Problem requirements:
Retype the data in its entirety, with no word changed.

___ Input data ___

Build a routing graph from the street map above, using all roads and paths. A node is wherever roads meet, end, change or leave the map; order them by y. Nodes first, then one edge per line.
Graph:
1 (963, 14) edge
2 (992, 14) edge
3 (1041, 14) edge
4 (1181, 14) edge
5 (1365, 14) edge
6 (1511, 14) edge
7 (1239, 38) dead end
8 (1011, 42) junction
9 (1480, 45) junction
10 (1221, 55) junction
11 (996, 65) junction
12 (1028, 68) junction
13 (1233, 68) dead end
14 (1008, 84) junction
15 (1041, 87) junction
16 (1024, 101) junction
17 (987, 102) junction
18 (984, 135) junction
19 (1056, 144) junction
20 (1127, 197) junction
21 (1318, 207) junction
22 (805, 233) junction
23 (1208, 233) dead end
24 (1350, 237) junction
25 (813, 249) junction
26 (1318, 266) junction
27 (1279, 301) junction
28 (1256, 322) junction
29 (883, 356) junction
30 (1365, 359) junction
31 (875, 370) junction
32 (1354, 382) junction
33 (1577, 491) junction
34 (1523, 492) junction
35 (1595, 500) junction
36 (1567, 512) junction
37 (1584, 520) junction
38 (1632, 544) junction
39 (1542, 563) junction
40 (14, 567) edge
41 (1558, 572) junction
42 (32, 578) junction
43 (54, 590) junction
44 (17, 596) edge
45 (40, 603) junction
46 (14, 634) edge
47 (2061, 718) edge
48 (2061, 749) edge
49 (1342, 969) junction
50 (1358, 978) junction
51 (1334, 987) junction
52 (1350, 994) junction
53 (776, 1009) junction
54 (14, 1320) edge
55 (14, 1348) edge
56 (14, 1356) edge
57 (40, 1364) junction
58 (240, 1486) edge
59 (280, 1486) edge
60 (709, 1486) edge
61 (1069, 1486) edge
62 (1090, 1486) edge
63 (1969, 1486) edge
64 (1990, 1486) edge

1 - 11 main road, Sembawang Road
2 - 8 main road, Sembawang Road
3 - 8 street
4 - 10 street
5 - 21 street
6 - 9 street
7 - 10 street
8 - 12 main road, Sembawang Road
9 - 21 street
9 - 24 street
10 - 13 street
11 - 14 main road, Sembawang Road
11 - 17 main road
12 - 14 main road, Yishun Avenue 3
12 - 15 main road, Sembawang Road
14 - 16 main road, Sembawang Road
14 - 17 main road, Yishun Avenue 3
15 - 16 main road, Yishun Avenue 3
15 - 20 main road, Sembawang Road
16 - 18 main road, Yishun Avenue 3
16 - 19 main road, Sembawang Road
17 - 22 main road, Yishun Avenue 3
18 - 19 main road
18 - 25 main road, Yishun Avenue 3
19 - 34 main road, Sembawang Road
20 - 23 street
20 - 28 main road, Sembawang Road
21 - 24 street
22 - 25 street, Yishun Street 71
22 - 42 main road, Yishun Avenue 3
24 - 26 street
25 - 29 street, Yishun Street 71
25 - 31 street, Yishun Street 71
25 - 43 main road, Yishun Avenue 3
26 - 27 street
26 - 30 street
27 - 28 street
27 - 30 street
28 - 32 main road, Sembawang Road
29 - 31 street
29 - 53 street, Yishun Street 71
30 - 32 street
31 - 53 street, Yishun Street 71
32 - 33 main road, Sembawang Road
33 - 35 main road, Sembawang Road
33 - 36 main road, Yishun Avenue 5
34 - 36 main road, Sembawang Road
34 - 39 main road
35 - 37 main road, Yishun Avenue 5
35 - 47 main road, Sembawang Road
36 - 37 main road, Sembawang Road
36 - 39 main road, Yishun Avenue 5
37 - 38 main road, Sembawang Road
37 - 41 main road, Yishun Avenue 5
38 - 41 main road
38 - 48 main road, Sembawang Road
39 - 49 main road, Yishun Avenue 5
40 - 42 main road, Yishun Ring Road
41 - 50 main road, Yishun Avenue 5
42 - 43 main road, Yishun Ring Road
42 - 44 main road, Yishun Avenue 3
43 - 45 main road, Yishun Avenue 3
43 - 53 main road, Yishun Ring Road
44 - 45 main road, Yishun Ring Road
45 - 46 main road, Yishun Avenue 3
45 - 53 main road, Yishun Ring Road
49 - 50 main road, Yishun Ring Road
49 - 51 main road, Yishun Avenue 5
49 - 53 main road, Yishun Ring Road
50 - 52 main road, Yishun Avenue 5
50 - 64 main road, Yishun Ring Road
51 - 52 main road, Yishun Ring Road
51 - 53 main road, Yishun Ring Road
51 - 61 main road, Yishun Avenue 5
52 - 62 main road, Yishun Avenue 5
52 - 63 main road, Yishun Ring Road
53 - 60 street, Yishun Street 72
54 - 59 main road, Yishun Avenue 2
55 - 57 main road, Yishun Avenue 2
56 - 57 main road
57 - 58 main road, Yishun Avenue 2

___

Solution to this task:
Build a routing graph from the street map above, using all roads and paths. A node is wherever roads meet, end, change or leave the map; order them by y. Nodes first, then one edge per line.
Graph:
1 (963, 14) edge
2 (992, 14) edge
3 (1041, 14) edge
4 (1181, 14) edge
5 (1365, 14) edge
6 (1511, 14) edge
7 (1239, 38) dead end
8 (1011, 42) junction
9 (1480, 45) junction
10 (1221, 55) junction
11 (996, 65) junction
12 (1028, 68) junction
13 (1233, 68) dead end
14 (1008, 84) junction
15 (1041, 87) junction
16 (1024, 101) junction
17 (987, 102) junction
18 (984, 135) junction
19 (1056, 144) junction
20 (1127, 197) junction
21 (1318, 207) junction
22 (805, 233) junction
23 (1208, 233) dead end
24 (1350, 237) junction
25 (813, 249) junction
26 (1318, 266) junction
27 (1279, 301) junction
28 (1256, 322) junction
29 (883, 356) junction
30 (1365, 359) junction
31 (875, 370) junction
32 (1354, 382) junction
33 (1577, 491) junction
34 (1523, 492) junction
35 (1595, 500) junction
36 (1567, 512) junction
37 (1584, 520) junction
38 (1632, 544) junction
39 (1542, 563) junction
40 (14, 567) edge
41 (1558, 572) junction
42 (32, 578) junction
43 (54, 590) junction
44 (17, 596) edge
45 (40, 603) junction
46 (14, 634) edge
47 (2061, 718) edge
48 (2061, 749) edge
49 (1342, 969) junction
50 (1358, 978) junction
51 (1334, 987) junction
52 (1350, 994) junction
53 (776, 1009) junction
54 (14, 1320) edge
55 (14, 1348) edge
56 (14, 1356) edge
57 (40, 1364) junction
58 (240, 1486) edge
59 (280, 1486) edge
60 (709, 1486) edge
61 (1069, 1486) edge
62 (1090, 1486) edge
63 (1969, 1486) edge
64 (1990, 1486) edge

1 - 11 main road, Sembawang Road
2 - 8 main road, Sembawang Road
3 - 8 street
4 - 10 street
5 - 21 street
6 - 9 street
7 - 10 street
8 - 12 main road, Sembawang Road
9 - 21 street
9 - 24 street
10 - 13 street
11 - 14 main road, Sembawang Road
11 - 17 main road
12 - 14 main road, Yishun Avenue 3
12 - 15 main road, Sembawang Road
14 - 16 main road, Sembawang Road
14 - 17 main road, Yishun Avenue 3
15 - 16 main road, Yishun Avenue 3
15 - 20 main road, Sembawang Road
16 - 18 main road, Yishun Avenue 3
16 - 19 main road, Sembawang Road
17 - 22 main road, Yishun Avenue 3
18 - 19 main road
18 - 25 main road, Yishun Avenue 3
19 - 34 main road, Sembawang Road
20 - 23 street
20 - 28 main road, Sembawang Road
21 - 24 street
22 - 25 street, Yishun Street 71
22 - 42 main road, Yishun Avenue 3
24 - 26 street
25 - 29 street, Yishun Street 71
25 - 31 street, Yishun Street 71
25 - 43 main road, Yishun Avenue 3
26 - 27 street
26 - 30 street
27 - 28 street
27 - 30 street
28 - 32 main road, Sembawang Road
29 - 31 street
29 - 53 street, Yishun Street 71
30 - 32 street
31 - 53 street, Yishun Street 71
32 - 33 main road, Sembawang Road
33 - 35 main road, Sembawang Road
33 - 36 main road, Yishun Avenue 5
34 - 36 main road, Sembawang Road
34 - 39 main road
35 - 37 main road, Yishun Avenue 5
35 - 47 main road, Sembawang Road
36 - 37 main road, Sembawang Road
36 - 39 main road, Yishun Avenue 5
37 - 38 main road, Sembawang Road
37 - 41 main road, Yishun Avenue 5
38 - 41 main road
38 - 48 main road, Sembawang Road
39 - 49 main road, Yishun Avenue 5
40 - 42 main road, Yishun Ring Road
41 - 50 main road, Yishun Avenue 5
42 - 43 main road, Yishun Ring Road
42 - 44 main road, Yishun Avenue 3
43 - 45 main road, Yishun Avenue 3
43 - 53 main road, Yishun Ring Road
44 - 45 main road, Yishun Ring Road
45 - 46 main road, Yishun Avenue 3
45 - 53 main road, Yishun Ring Road
49 - 50 main road, Yishun Ring Road
49 - 51 main road, Yishun Avenue 5
49 - 53 main road, Yishun Ring Road
50 - 52 main road, Yishun Avenue 5
50 - 64 main road, Yishun Ring Road
51 - 52 main road, Yishun Ring Road
51 - 53 main road, Yishun Ring Road
51 - 61 main road, Yishun Avenue 5
52 - 62 main road, Yishun Avenue 5
52 - 63 main road, Yishun Ring Road
53 - 60 street, Yishun Street 72
54 - 59 main road, Yishun Avenue 2
55 - 57 main road, Yishun Avenue 2
56 - 57 main road
57 - 58 main road, Yishun Avenue 2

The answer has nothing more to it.